» Exercise details:
Check each line of the listing for the string "bridge", count the lines that have it, and answer with that number only.

» Records for processing:
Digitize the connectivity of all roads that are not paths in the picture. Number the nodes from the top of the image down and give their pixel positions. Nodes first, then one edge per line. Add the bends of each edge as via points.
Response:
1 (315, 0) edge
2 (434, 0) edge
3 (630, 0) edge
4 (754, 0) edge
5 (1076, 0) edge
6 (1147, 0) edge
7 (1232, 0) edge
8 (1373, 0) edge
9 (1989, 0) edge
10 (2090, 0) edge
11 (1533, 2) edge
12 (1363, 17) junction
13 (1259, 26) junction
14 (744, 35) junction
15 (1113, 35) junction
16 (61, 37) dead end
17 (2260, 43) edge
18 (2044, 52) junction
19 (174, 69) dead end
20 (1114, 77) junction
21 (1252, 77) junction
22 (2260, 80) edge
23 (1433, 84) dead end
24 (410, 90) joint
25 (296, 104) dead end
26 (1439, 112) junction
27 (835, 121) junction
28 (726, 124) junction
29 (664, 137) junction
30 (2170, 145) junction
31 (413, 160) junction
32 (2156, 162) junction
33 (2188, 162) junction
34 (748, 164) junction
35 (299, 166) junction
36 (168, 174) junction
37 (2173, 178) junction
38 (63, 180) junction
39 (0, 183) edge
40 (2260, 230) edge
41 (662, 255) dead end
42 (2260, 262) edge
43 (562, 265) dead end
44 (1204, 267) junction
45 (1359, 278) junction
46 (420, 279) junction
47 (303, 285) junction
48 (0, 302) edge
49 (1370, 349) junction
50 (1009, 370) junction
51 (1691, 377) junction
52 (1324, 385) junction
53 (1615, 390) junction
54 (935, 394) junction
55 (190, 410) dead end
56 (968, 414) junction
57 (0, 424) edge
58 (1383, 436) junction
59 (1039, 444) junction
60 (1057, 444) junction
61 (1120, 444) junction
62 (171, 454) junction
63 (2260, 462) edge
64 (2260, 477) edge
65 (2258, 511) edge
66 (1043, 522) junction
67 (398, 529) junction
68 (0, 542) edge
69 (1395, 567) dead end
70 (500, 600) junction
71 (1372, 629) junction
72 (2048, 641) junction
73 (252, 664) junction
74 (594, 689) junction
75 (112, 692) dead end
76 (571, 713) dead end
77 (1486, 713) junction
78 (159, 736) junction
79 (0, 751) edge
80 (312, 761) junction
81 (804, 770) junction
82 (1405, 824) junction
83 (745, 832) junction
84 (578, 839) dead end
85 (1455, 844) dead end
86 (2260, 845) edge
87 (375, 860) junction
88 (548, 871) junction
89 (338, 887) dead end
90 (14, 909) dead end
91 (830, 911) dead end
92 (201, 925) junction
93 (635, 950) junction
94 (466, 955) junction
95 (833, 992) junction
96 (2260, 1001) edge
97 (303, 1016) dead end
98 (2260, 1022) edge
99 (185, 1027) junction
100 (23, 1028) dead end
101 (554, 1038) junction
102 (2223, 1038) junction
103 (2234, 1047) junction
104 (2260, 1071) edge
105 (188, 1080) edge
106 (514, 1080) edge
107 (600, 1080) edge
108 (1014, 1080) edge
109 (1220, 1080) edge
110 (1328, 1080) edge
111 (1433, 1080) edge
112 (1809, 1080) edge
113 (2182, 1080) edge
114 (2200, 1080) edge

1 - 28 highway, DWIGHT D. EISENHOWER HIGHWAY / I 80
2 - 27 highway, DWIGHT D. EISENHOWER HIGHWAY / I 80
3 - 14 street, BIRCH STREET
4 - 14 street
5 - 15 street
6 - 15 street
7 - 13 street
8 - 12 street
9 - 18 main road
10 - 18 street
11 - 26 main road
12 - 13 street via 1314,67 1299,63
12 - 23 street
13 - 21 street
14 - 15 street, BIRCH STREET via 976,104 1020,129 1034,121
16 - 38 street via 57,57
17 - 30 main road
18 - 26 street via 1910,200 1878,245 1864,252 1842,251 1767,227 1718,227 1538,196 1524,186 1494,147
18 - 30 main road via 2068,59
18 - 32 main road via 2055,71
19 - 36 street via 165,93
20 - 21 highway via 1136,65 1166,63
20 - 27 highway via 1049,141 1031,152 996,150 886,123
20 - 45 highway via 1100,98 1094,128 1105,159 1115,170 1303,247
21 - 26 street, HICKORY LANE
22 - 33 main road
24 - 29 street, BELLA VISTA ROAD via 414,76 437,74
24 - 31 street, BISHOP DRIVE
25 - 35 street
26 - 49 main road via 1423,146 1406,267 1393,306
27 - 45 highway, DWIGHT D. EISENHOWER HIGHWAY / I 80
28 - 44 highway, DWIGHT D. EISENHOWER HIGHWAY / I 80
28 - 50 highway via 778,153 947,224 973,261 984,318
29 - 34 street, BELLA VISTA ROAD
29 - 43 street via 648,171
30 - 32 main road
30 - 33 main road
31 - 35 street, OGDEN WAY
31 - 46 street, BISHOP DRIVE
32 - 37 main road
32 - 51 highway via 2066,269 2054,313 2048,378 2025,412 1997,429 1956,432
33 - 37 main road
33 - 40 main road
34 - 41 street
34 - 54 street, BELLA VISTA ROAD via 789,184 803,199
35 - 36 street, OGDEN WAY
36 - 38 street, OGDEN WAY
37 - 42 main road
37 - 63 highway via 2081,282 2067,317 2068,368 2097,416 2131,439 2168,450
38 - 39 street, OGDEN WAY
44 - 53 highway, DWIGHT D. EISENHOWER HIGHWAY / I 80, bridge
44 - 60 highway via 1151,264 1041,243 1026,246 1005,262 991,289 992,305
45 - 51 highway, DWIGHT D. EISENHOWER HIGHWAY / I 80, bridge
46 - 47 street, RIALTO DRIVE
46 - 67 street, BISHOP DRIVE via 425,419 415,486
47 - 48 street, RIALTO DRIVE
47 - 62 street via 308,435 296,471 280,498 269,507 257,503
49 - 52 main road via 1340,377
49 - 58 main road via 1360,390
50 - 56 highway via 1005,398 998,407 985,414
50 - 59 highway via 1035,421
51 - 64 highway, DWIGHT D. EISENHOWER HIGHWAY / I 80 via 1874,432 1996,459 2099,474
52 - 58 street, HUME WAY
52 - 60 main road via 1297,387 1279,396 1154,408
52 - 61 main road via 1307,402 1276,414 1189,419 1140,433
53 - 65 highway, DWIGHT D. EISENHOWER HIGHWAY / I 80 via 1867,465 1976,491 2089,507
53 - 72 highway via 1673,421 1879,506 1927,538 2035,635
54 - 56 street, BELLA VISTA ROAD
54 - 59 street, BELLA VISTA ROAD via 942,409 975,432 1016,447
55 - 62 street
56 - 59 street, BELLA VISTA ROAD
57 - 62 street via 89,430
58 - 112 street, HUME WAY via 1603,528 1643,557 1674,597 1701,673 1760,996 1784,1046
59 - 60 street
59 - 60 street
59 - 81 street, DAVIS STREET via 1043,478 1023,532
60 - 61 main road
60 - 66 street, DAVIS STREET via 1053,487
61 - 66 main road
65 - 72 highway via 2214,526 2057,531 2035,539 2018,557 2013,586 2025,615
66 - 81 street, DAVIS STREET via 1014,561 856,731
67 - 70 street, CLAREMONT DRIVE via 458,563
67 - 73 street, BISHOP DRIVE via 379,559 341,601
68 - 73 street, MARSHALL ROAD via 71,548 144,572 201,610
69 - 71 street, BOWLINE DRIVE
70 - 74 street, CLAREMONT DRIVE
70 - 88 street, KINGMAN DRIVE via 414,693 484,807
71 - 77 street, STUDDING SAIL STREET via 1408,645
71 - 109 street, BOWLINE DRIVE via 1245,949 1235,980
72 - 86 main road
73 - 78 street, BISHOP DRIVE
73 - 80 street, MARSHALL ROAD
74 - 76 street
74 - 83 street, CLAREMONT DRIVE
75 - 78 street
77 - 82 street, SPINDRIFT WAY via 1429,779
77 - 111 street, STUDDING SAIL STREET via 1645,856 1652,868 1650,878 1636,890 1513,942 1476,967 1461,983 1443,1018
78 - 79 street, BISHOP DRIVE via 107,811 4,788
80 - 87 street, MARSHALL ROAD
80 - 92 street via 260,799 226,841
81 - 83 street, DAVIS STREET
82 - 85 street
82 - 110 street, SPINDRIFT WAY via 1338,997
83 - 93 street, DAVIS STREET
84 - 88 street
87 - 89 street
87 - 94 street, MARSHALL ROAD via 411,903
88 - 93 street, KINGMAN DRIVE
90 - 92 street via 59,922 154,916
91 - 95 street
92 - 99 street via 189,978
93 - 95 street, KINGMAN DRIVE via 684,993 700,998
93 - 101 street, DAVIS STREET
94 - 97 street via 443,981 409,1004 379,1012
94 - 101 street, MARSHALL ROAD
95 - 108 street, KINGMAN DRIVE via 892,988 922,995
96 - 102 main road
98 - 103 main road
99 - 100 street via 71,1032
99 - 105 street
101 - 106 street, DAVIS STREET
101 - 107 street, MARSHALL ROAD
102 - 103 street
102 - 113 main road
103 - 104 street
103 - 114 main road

» Result of this exercise:
2